Axio imager a2 upright fluorescence microscope

Mouse pancreas was collected and fixed in 4% formaldehyde at 4°C overnight, followed by paraffin embedding. Five-micron thick slides were cut and subjected to immunostaining. Slides were heated in 10mM sodium citrate, followed by blocking with donkey serum and incubated with various primary antibodies: Ki67 (#550609, BD, USA), Anti-METTL3 (#195352, Abcam, USA), Anti-METTL14 (#HPA038002, Sigma, USA), ALKBH5 (#HPA007196, Sigma, USA), PDX1 (#5679, Cell Signaling, USA), Insulin (#ab7842, abcam, USA), Glucagon (#G2654, Sigma, USA), Somatostatin (#ab64053, abcam, USA).
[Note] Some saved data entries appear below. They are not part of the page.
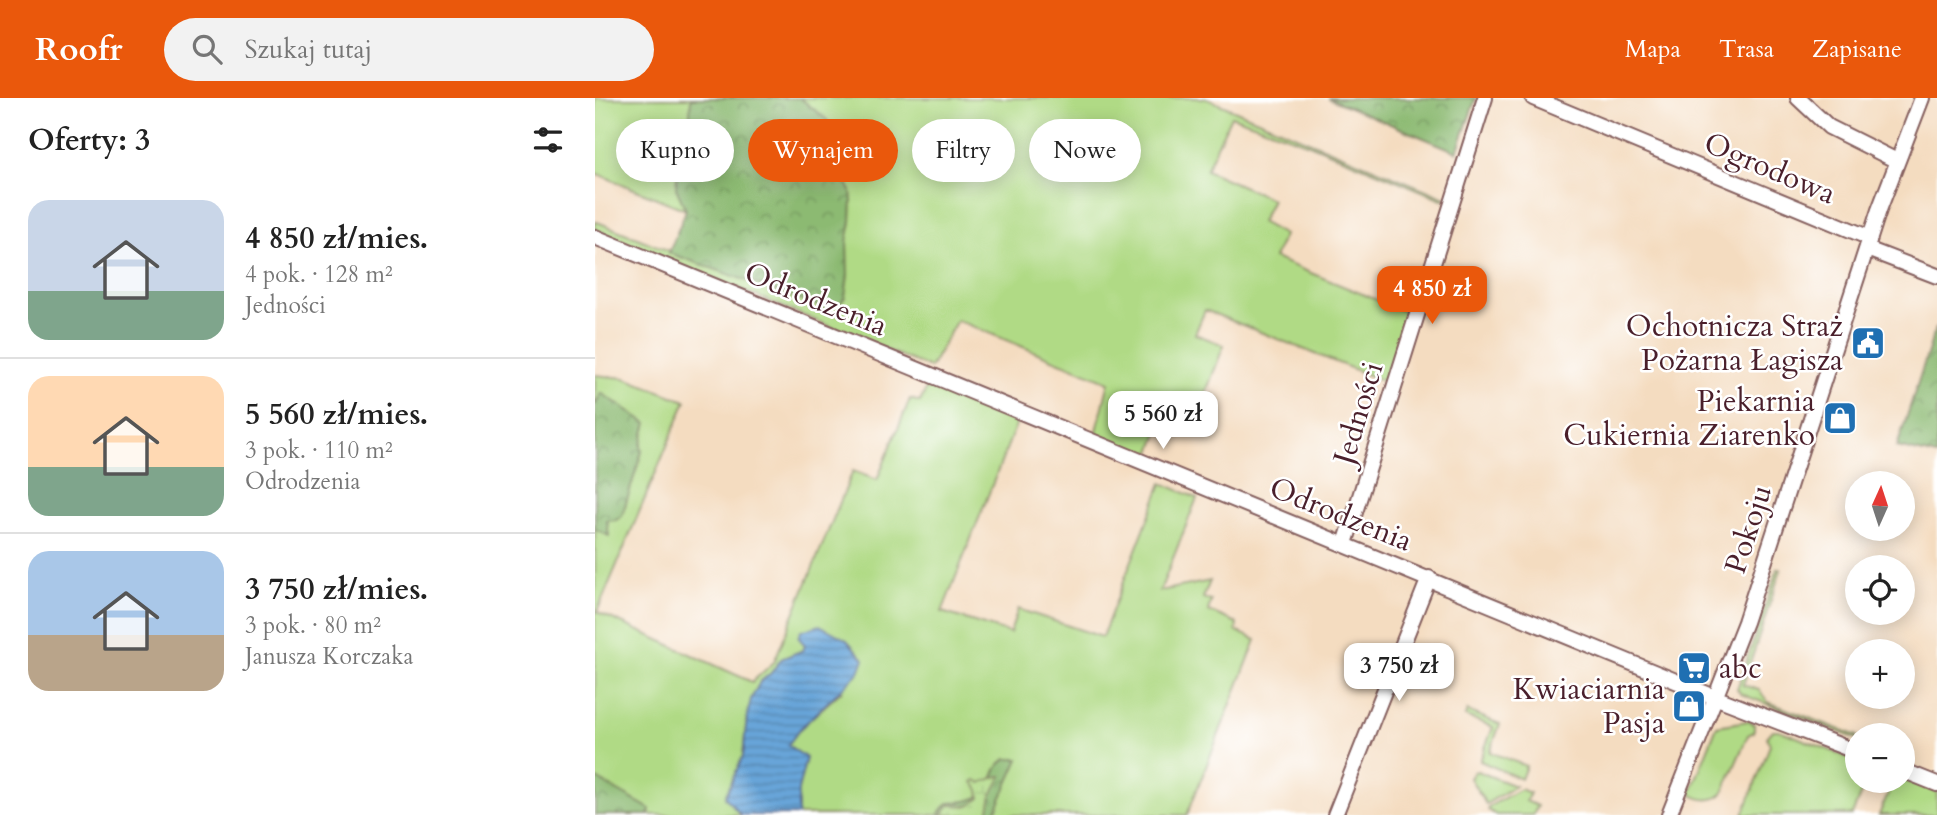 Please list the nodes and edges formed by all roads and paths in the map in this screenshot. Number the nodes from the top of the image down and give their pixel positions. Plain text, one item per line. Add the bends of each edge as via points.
1 (1485, 98) edge
2 (1533, 98) edge
3 (1798, 98) edge
4 (1922, 98) edge
5 (1897, 160) junction
6 (595, 237) edge
7 (1869, 244) junction
8 (1937, 276) edge
9 (1345, 544) junction
10 (1430, 578) junction
11 (1717, 698) junction
12 (1845, 747) edge
13 (1915, 775) edge
14 (1937, 784) edge
15 (1335, 815) edge
16 (1669, 815) edge

1 - 9 street, Jedności
2 - 7 street, Ogrodowa
3 - 5 street via 1829,127
4 - 5 street, Pokoju
5 - 7 street, Pokoju
6 - 9 street, Odrodzenia
7 - 8 street, Ogrodowa
7 - 11 street, Pokoju
9 - 10 street, Odrodzenia
10 - 11 street, Odrodzenia
10 - 15 street
11 - 12 street, Odrodzenia
11 - 16 street, Pokoju
13 - 14 street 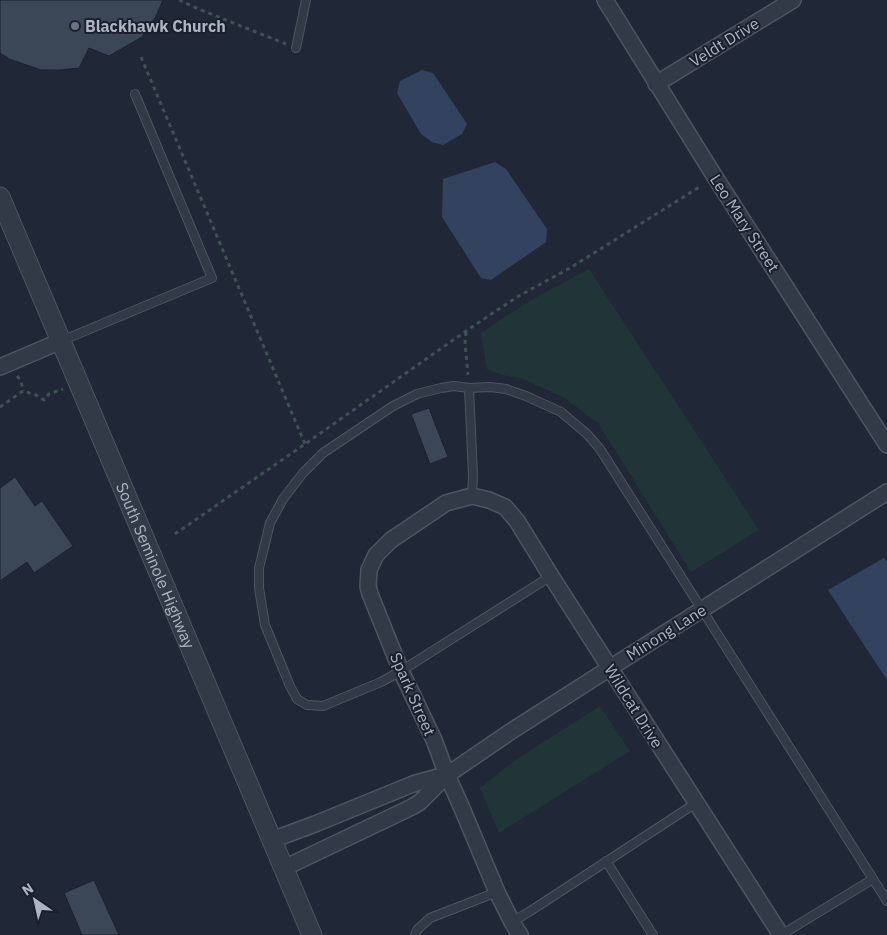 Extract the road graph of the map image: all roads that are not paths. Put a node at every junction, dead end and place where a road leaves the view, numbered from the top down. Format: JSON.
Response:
{"nodes":[{"id":1,"x":306,"y":0,"type":"edge"},
{"id":2,"x":605,"y":0,"type":"edge"},
{"id":3,"x":793,"y":0,"type":"edge"},
{"id":4,"x":296,"y":48,"type":"road end"},
{"id":5,"x":656,"y":84,"type":"junction"},
{"id":6,"x":135,"y":94,"type":"dead end"},
{"id":7,"x":0,"y":197,"type":"edge"},
{"id":8,"x":61,"y":341,"type":"junction"},
{"id":9,"x":0,"y":366,"type":"edge"},
{"id":10,"x":469,"y":388,"type":"junction"},
{"id":11,"x":887,"y":445,"type":"edge"},
{"id":12,"x":887,"y":492,"type":"edge"},
{"id":13,"x":472,"y":496,"type":"junction"},
{"id":14,"x":551,"y":576,"type":"junction"},
{"id":15,"x":701,"y":610,"type":"junction"},
{"id":16,"x":610,"y":668,"type":"junction"},
{"id":17,"x":401,"y":671,"type":"junction"},
{"id":18,"x":447,"y":775,"type":"junction"},
{"id":19,"x":696,"y":803,"type":"junction"},
{"id":20,"x":272,"y":840,"type":"junction"},
{"id":21,"x":606,"y":861,"type":"junction"},
{"id":22,"x":284,"y":868,"type":"junction"},
{"id":23,"x":873,"y":879,"type":"junction"},
{"id":24,"x":497,"y":892,"type":"junction"},
{"id":25,"x":887,"y":901,"type":"edge"},
{"id":26,"x":516,"y":929,"type":"edge"},
{"id":27,"x":312,"y":935,"type":"edge"},
{"id":28,"x":415,"y":935,"type":"edge"},
{"id":29,"x":653,"y":935,"type":"edge"},
{"id":30,"x":781,"y":935,"type":"edge"}],
"edges":[{"from":1,"to":4,"type":"lane"},
{"from":2,"to":5,"type":"street","name":"Leo Mary Street"},
{"from":3,"to":5,"type":"street","name":"Veldt Drive"},
{"from":5,"to":11,"type":"street","name":"Leo Mary Street"},
{"from":6,"to":8,"type":"lane"},
{"from":7,"to":8,"type":"street","name":"South Seminole Highway"},
{"from":8,"to":9,"type":"street"},
{"from":8,"to":20,"type":"street","name":"South Seminole Highway"},
{"from":10,"to":13,"type":"lane"},
{"from":10,"to":15,"type":"lane"},
{"from":10,"to":17,"type":"lane"},
{"from":12,"to":15,"type":"street","name":"Minong Lane"},
{"from":13,"to":14,"type":"street","name":"Wildcat Drive"},
{"from":13,"to":17,"type":"street","name":"Spark Street"},
{"from":14,"to":16,"type":"street","name":"Wildcat Drive"},
{"from":14,"to":17,"type":"lane"},
{"from":15,"to":16,"type":"street","name":"Minong Lane"},
{"from":15,"to":23,"type":"lane"},
{"from":16,"to":18,"type":"street","name":"Minong Lane"},
{"from":16,"to":19,"type":"street","name":"Wildcat Drive"},
{"from":17,"to":18,"type":"street","name":"Spark Street"},
{"from":18,"to":20,"type":"street","name":"Minong Lane"},
{"from":18,"to":22,"type":"street","name":"Minong Lane"},
{"from":18,"to":24,"type":"street","name":"Spark Street"},
{"from":19,"to":21,"type":"lane"},
{"from":19,"to":30,"type":"street","name":"Wildcat Drive"},
{"from":20,"to":22,"type":"street","name":"South Seminole Highway"},
{"from":21,"to":26,"type":"lane"},
{"from":21,"to":29,"type":"lane"},
{"from":22,"to":27,"type":"street","name":"South Seminole Highway"},
{"from":23,"to":25,"type":"lane"},
{"from":23,"to":30,"type":"lane"},
{"from":24,"to":26,"type":"street","name":"Spark Street"},
{"from":24,"to":28,"type":"lane"}]}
Specific signal was detected by using fluorescence-conjugated secondary antibodies (Jackson Immunoresearch, Alexa 488, Alexa 594, and AMCA) (please see Reporting Summary for details on antibodies used). Images were captured using Zeiss Axio Imager A2 upright fluorescence microscope. The β-cell mass was calculated by generating the ratio of the cross-sectional area of total number of pixels of Insulin positive cells to the cross-sectional area of total number of pixels of the pancreatic tissue, multiplied by the pancreas weight of the mouse. We evaluated β-cell proliferation by co-immunostaining one section of each pancreas sample with Ki67, Insulin and DAPI and counting 1000–2000 cells in a blinded manner by a single observer^{33 (link),34 (link),37 (link)}.